| Description of the task |
Make an exact copy, without pictures, of the lines below from the one containing "pinky tip: (289, 376)" to the last line, both ends included.

| Dataset items |
··········
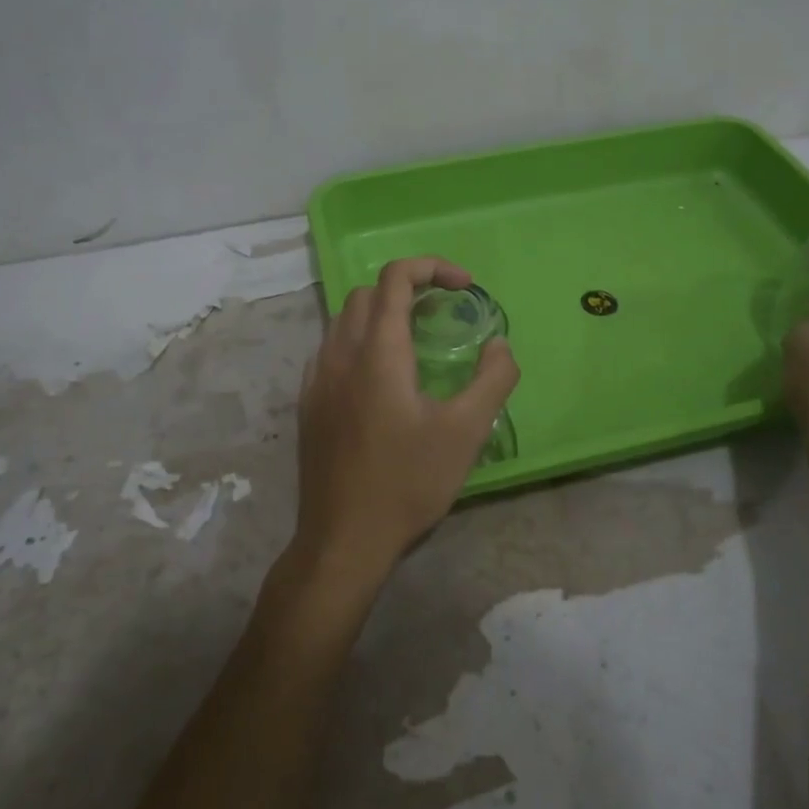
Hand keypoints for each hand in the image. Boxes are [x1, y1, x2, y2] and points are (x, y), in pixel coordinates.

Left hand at [293, 256, 520, 591]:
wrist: (343, 539)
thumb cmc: (407, 482)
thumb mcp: (466, 432)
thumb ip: (493, 379)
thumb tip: (500, 345)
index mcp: (378, 352)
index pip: (395, 278)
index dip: (432, 268)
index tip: (464, 287)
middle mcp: (340, 354)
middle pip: (367, 293)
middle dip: (407, 288)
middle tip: (443, 313)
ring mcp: (317, 379)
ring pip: (343, 319)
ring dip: (380, 314)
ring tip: (415, 342)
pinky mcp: (308, 403)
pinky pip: (331, 350)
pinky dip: (359, 341)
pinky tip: (379, 378)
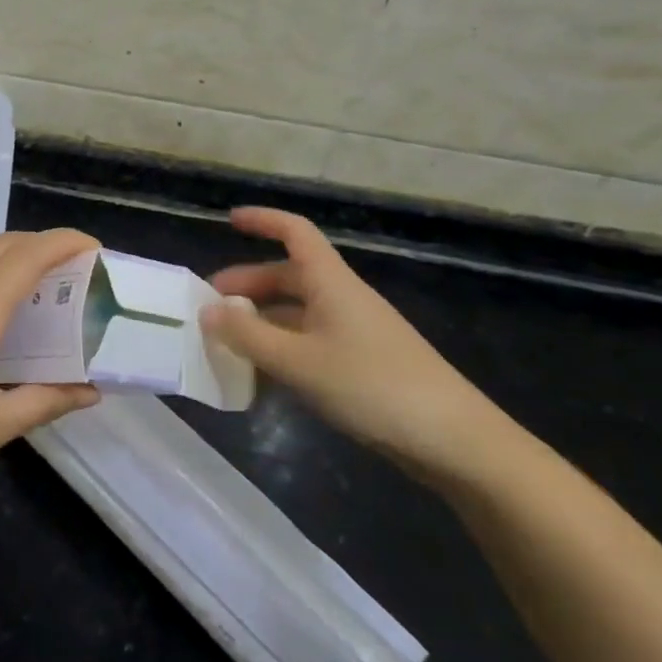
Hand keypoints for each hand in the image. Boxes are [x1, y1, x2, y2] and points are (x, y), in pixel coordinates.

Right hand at [200, 207, 505, 481]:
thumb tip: (208, 310)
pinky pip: (310, 343)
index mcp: (331, 283)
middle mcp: (342, 298)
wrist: (454, 441)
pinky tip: (263, 376)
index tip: (228, 221)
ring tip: (227, 343)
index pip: (295, 232)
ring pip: (297, 313)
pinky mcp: (362, 364)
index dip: (263, 220)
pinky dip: (281, 349)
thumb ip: (248, 336)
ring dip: (261, 321)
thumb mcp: (298, 362)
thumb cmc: (372, 386)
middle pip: (288, 276)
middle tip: (210, 306)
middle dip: (248, 285)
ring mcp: (354, 332)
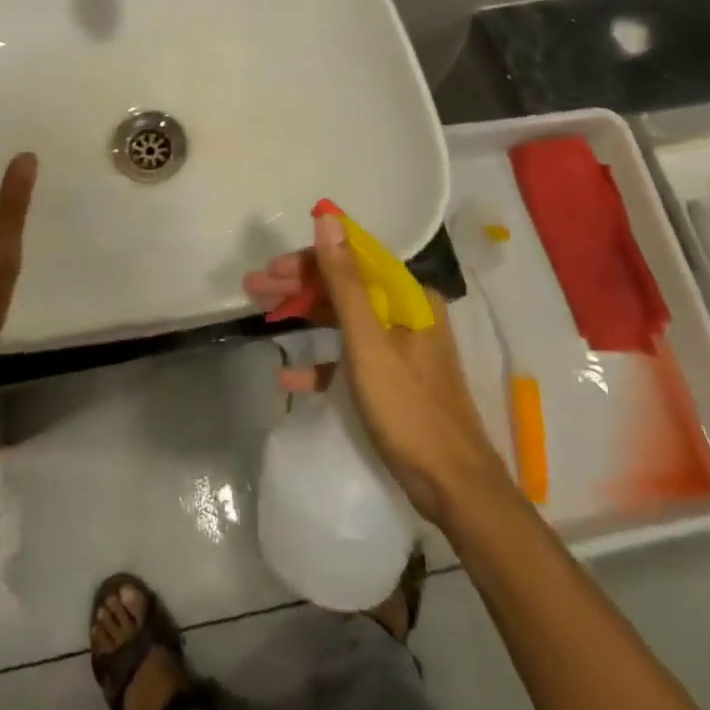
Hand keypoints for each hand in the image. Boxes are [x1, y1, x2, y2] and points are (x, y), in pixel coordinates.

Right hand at [244, 214, 508, 524]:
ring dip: (304, 316)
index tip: (271, 267)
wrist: (455, 489)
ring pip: (344, 319)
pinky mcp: (393, 380)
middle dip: (299, 285)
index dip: (309, 258)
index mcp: (407, 296)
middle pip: (345, 287)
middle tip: (254, 288)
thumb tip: (328, 219)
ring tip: (262, 316)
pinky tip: (289, 376)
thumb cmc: (409, 409)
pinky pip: (351, 358)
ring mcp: (401, 348)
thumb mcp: (369, 342)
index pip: (353, 259)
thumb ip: (345, 281)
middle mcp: (406, 313)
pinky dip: (321, 362)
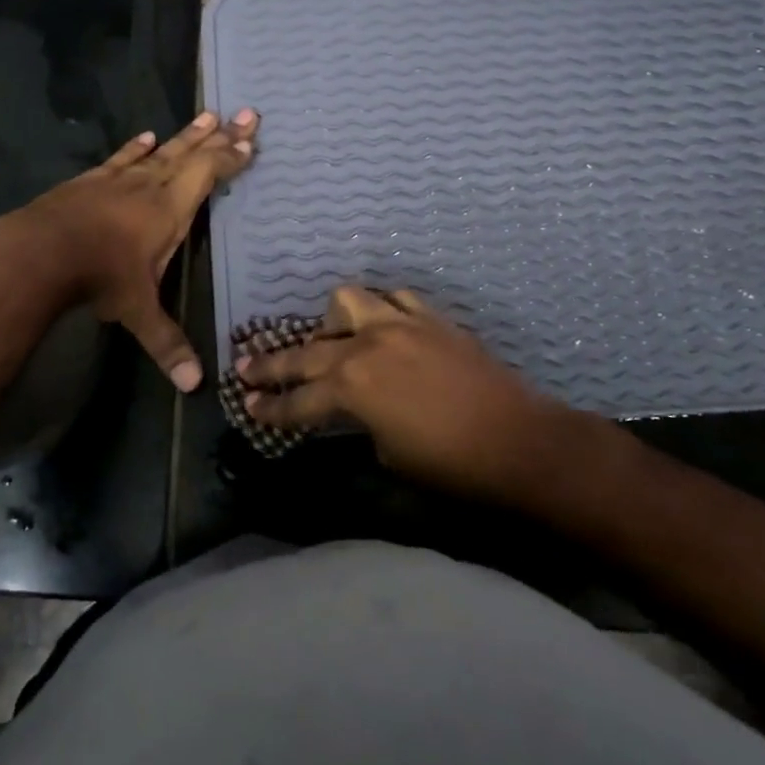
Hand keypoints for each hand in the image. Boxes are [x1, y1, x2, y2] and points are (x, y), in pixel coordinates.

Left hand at [12, 108, 258, 391]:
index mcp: (170, 210)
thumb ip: (168, 343)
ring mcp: (118, 179)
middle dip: (220, 135)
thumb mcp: (138, 311)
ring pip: (160, 150)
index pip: (208, 175)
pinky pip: (121, 158)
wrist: (40, 250)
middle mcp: (150, 186)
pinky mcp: (91, 180)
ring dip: (185, 135)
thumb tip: (195, 386)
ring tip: (206, 115)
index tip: (250, 142)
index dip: (230, 159)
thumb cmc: (100, 275)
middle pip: (191, 153)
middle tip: (244, 112)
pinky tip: (146, 136)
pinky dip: (136, 148)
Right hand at [240, 286, 591, 502]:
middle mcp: (366, 347)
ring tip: (329, 340)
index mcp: (352, 388)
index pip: (298, 400)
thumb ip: (358, 423)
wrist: (519, 442)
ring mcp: (399, 325)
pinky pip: (394, 300)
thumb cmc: (450, 464)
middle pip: (306, 352)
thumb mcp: (388, 453)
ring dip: (330, 324)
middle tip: (245, 367)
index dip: (270, 407)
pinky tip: (382, 327)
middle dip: (272, 364)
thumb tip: (351, 412)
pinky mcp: (430, 319)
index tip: (246, 406)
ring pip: (346, 304)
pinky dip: (381, 311)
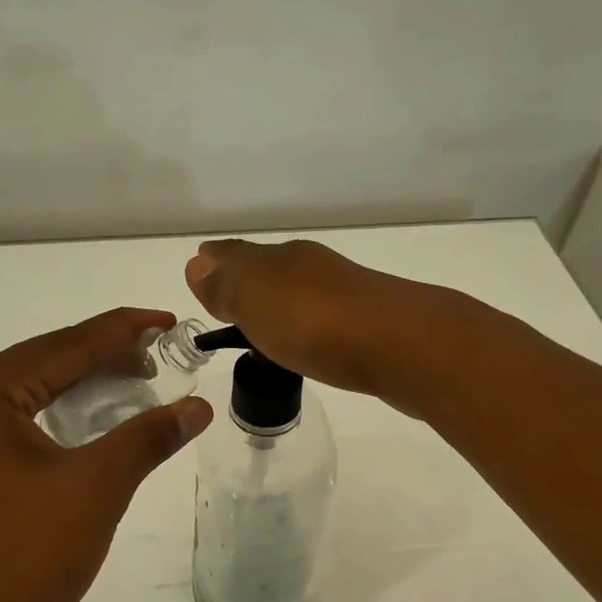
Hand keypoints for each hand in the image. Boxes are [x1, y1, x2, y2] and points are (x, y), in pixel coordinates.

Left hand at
··········
| Result of the exercise |
pinky tip: (289, 376)
thumb cmc: (409, 409)
pinky pip: (351, 358)
ring mcp: (401, 348)
thumb mcp: (369, 342)
index pip: (353, 259)
thumb ip: (345, 281)
middle mcp: (406, 313)
pinky dip: (321, 362)
Hand keypoints for each hand in the image. Boxes are [x1, y1, x2, y2] and points are (x, y), in pixel coordinates.

Left hand at [12, 108, 258, 391]:
index mcp: (170, 210)
thumb ip: (168, 343)
ring mcp: (118, 179)
middle dip: (220, 135)
thumb mcp: (138, 311)
ring pip: (160, 150)
index pip: (208, 175)
pinky pip: (121, 158)
wrist: (40, 250)
middle mcp: (150, 186)
pinky mcp: (91, 180)
ring dip: (185, 135)
thumb tip: (195, 386)
ring tip: (206, 115)
index tip: (250, 142)
index dip: (230, 159)
thumb cmc: (100, 275)
middle pip: (191, 153)
middle tip: (244, 112)
pinky tip: (146, 136)
pinky dip: (136, 148)
Right hand at [240, 286, 591, 502]:
middle mcp: (366, 347)
ring tip: (329, 340)
index mcp: (352, 388)
index pip: (298, 400)
thumb ip: (358, 423)
wrist: (519, 442)
ring mcp: (399, 325)
pinky pip: (394, 300)
thumb cmc: (450, 464)
middle pip: (306, 352)
thumb mcp: (388, 453)
ring dip: (330, 324)
middle tip: (245, 367)
index dip: (270, 407)
pinky tip: (382, 327)
middle dip: (272, 364)
thumb tip: (351, 412)
pinky mcp: (430, 319)
index tip: (246, 406)
ring pip: (346, 304)
pinky dip: (381, 311)
Hand keypoints for each hand in the image. Boxes are [x1, y1, x2, y2] and points are (x, y), in pixel coordinates.

Left hand at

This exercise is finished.